Input data
--------
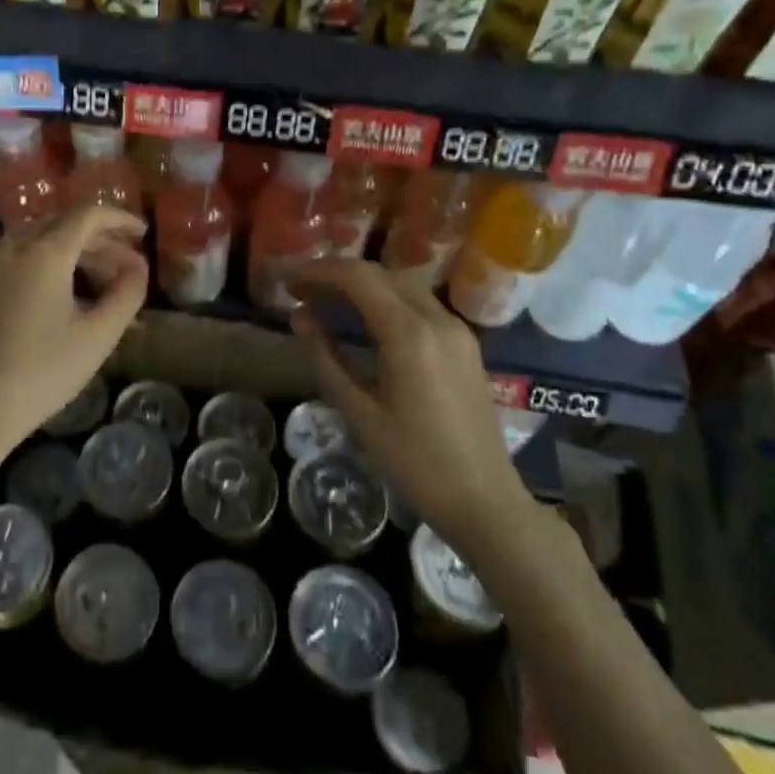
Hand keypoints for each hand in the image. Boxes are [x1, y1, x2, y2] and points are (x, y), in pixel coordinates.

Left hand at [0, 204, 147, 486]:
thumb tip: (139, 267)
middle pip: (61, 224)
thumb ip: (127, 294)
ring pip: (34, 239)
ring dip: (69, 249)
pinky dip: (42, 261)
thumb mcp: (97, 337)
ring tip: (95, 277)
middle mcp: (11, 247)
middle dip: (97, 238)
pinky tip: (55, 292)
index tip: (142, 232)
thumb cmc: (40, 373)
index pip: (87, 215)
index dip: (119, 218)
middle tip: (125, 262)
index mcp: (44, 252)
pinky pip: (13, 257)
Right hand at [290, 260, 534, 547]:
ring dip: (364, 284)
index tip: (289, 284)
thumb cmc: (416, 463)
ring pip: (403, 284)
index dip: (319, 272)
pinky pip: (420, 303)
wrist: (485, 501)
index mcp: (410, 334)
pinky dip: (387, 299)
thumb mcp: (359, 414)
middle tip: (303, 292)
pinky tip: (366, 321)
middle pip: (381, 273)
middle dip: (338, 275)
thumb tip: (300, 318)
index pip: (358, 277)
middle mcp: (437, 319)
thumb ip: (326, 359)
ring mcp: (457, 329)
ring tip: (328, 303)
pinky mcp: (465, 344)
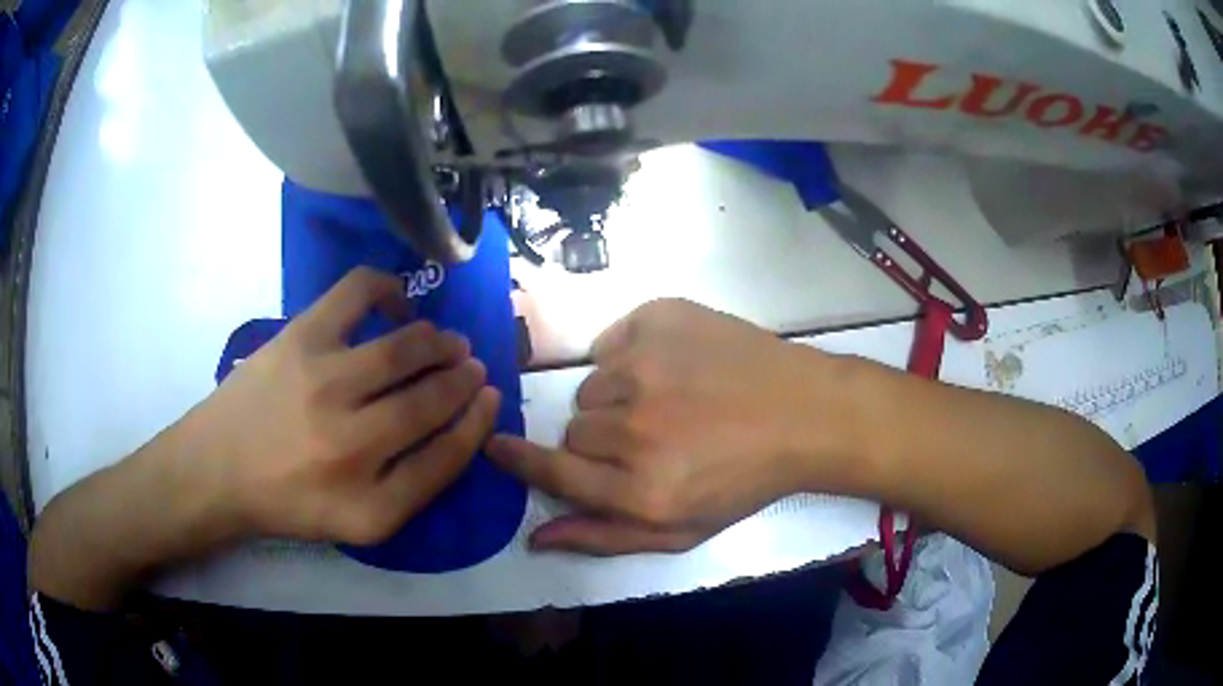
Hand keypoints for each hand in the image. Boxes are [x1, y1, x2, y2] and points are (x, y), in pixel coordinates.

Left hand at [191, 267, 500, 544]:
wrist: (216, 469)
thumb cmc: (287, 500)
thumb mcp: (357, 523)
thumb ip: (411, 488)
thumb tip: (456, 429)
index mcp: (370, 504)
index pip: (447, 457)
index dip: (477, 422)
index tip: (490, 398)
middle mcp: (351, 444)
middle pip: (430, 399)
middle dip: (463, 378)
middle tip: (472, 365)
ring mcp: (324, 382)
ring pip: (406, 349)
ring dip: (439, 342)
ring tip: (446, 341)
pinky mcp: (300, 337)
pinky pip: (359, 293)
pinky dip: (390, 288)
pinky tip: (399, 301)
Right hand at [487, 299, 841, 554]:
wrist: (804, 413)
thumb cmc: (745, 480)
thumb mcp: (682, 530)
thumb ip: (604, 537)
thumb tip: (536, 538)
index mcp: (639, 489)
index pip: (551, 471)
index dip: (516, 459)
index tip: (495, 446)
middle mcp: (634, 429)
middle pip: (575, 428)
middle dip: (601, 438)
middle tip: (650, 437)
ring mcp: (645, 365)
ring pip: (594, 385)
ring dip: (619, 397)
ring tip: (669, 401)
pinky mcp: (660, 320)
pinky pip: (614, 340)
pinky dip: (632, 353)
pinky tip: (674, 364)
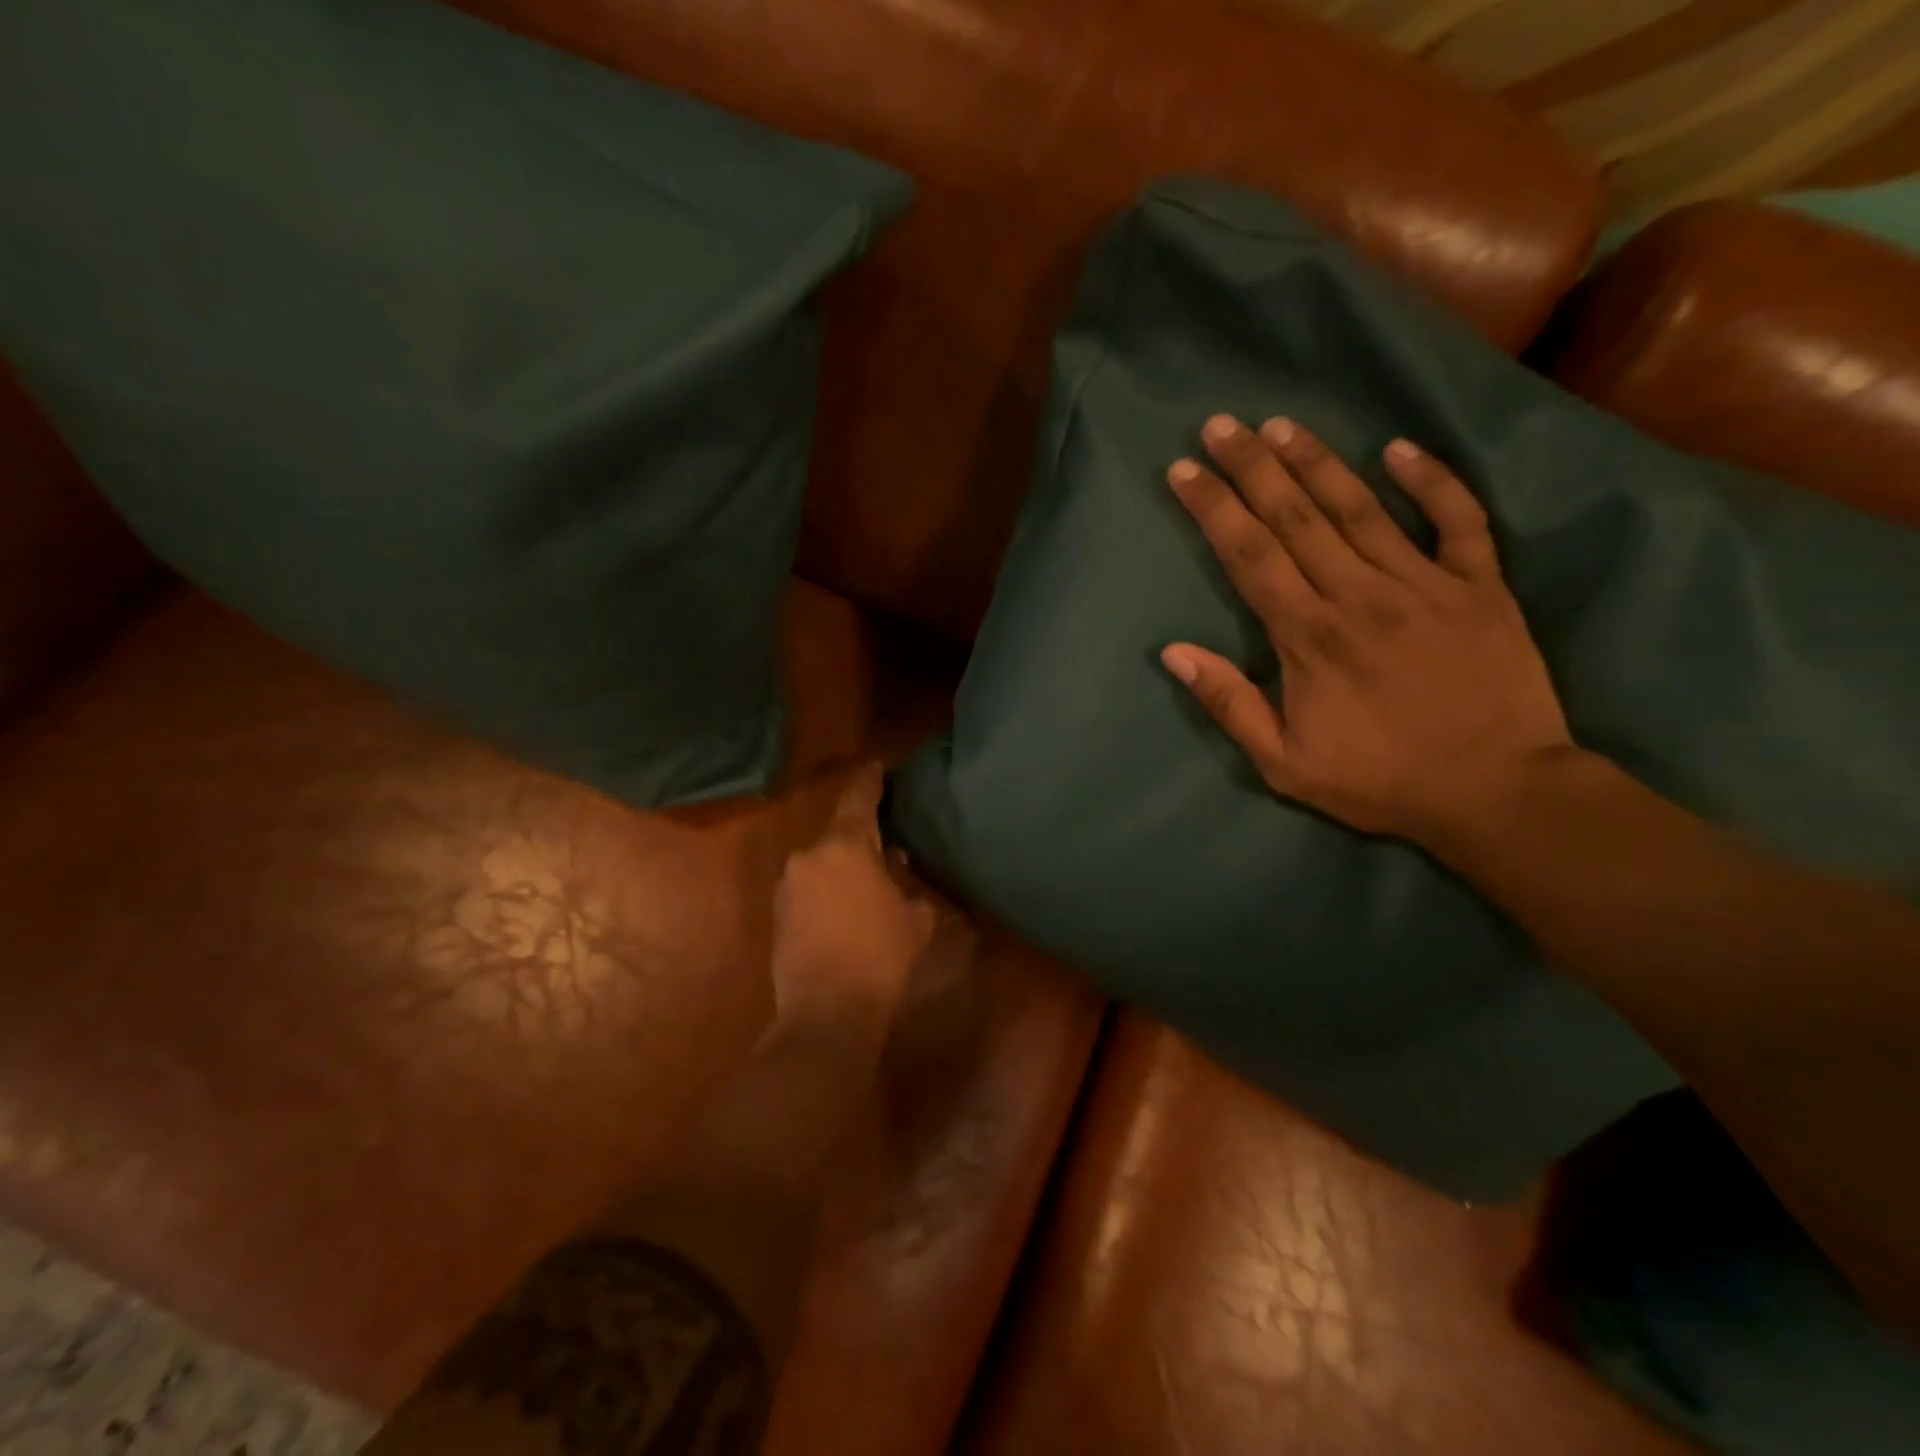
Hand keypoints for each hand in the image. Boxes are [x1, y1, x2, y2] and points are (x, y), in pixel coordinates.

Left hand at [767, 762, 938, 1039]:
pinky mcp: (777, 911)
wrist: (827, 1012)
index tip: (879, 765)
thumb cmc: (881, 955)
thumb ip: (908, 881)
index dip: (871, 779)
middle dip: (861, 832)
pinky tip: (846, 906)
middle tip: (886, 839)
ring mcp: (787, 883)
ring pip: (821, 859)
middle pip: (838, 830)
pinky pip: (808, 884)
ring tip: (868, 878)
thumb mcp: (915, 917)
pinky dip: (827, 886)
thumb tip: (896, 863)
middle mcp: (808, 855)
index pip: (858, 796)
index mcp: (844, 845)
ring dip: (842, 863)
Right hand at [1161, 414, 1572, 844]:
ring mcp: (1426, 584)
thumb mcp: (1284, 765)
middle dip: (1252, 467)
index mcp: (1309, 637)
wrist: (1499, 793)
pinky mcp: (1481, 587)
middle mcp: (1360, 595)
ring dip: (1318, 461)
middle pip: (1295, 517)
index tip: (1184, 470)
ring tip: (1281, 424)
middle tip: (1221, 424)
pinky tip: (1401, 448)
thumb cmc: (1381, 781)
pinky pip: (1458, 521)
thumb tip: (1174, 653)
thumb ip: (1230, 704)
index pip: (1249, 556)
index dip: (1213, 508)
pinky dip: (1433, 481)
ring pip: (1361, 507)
--------
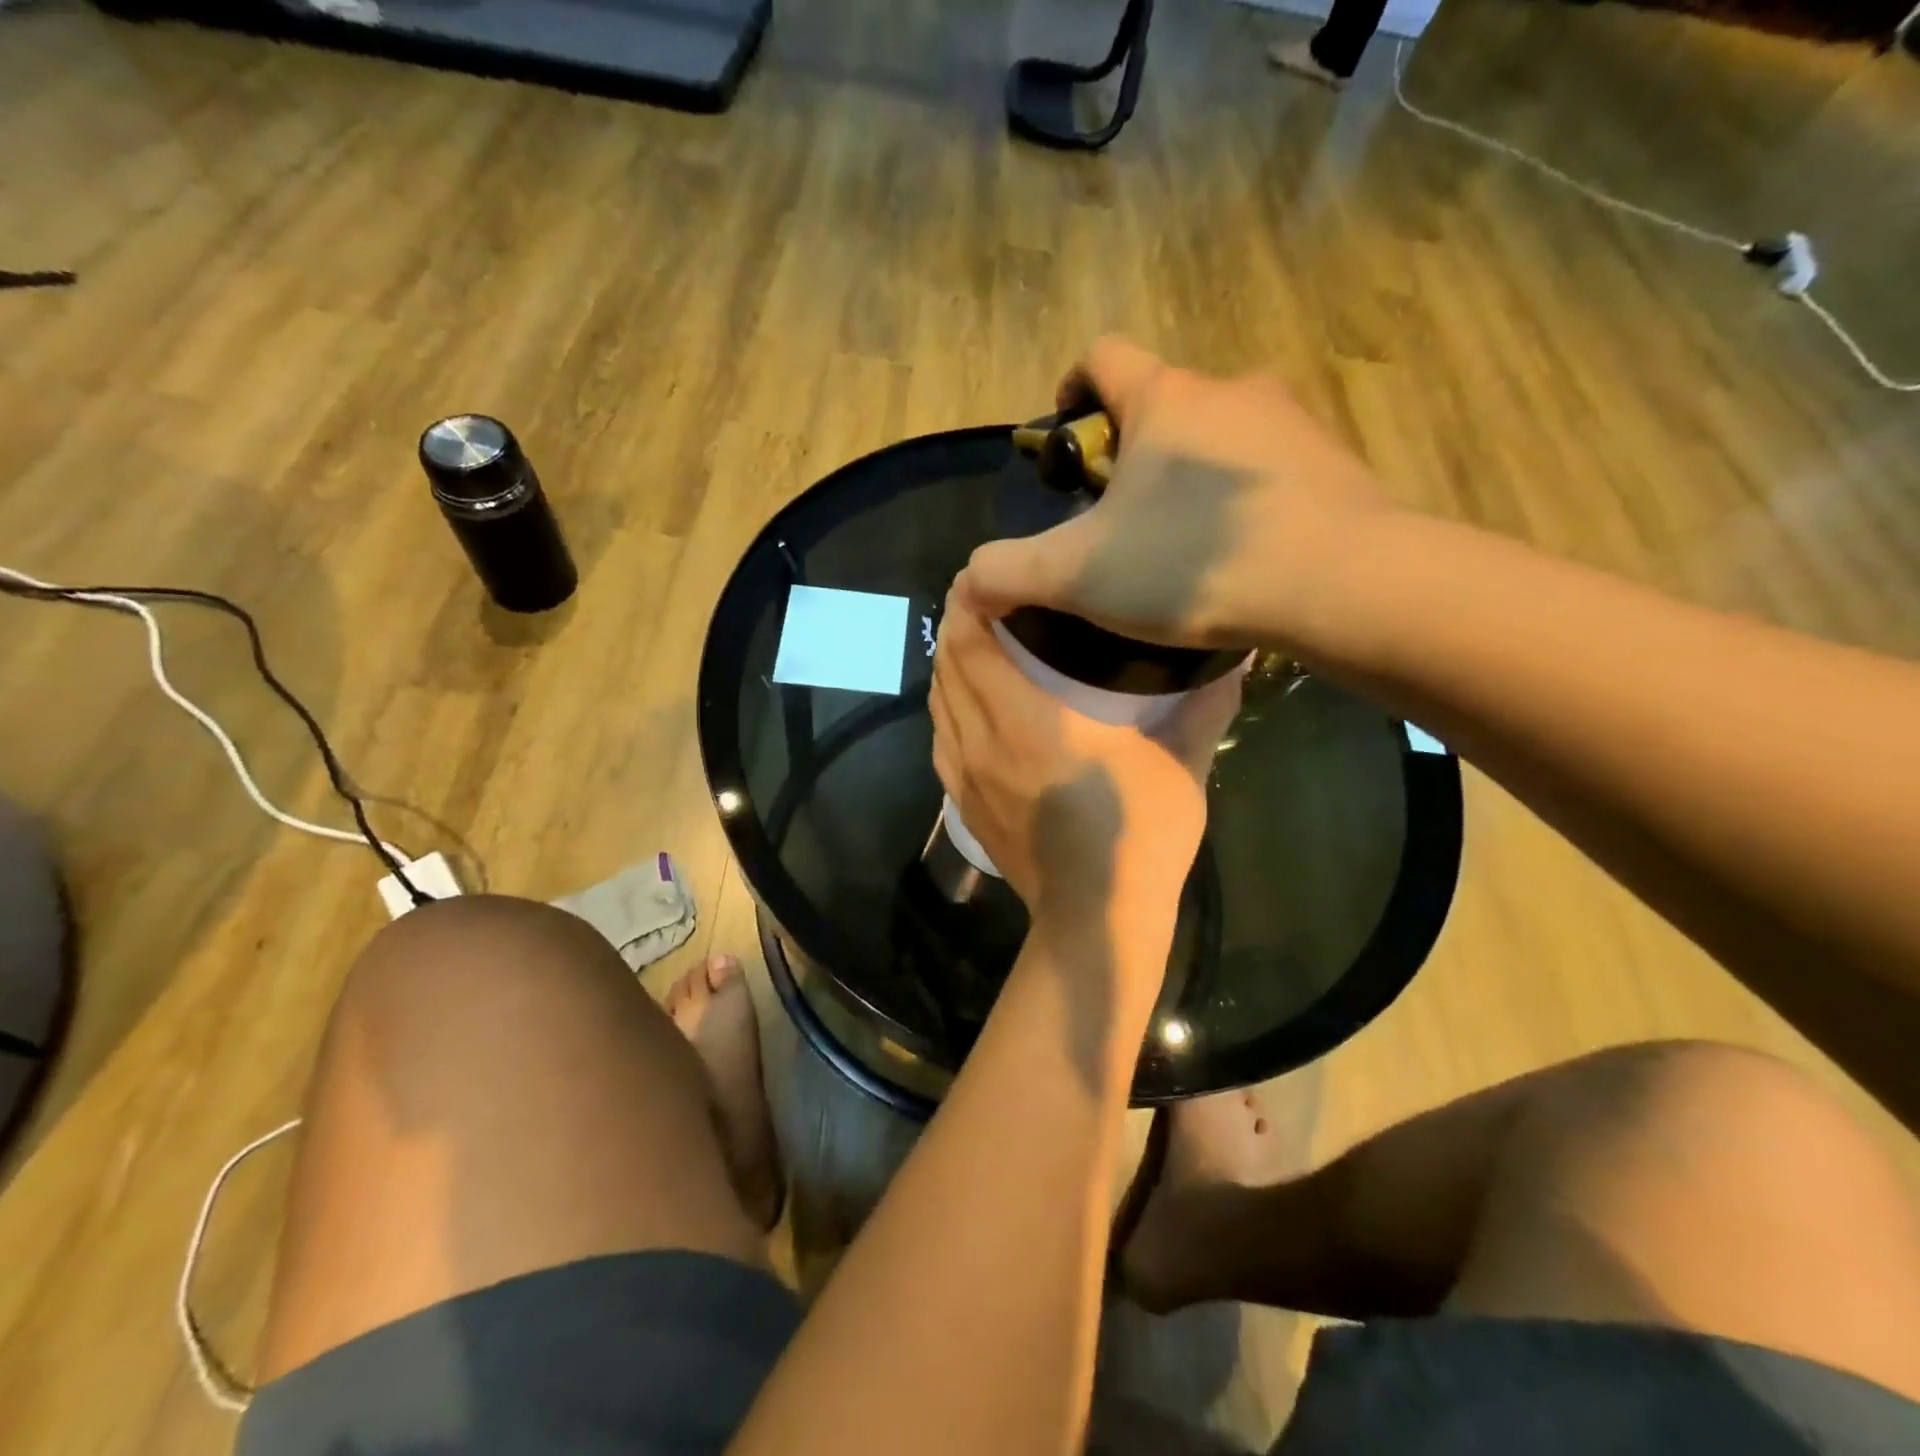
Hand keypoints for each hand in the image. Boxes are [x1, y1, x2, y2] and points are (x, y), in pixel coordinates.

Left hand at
--------
Work item
Everything above from the line with "index tip: (1184, 470)" to the line with "ring pip: (1361, 507)", both included, must be repeated exactly, and nothing outside that range.

Result below
index tip: (1184, 470)
ring tip: (1281, 424)
middle tip: (1221, 424)
pinky tip: (1401, 448)
thumb cmc: (1381, 781)
pinky pip: (1458, 521)
thumb tip: (1174, 653)
thumb ip: (1230, 704)
index pip: (1249, 556)
index dip: (1213, 508)
pinky dip: (1433, 481)
ring pip: (1361, 507)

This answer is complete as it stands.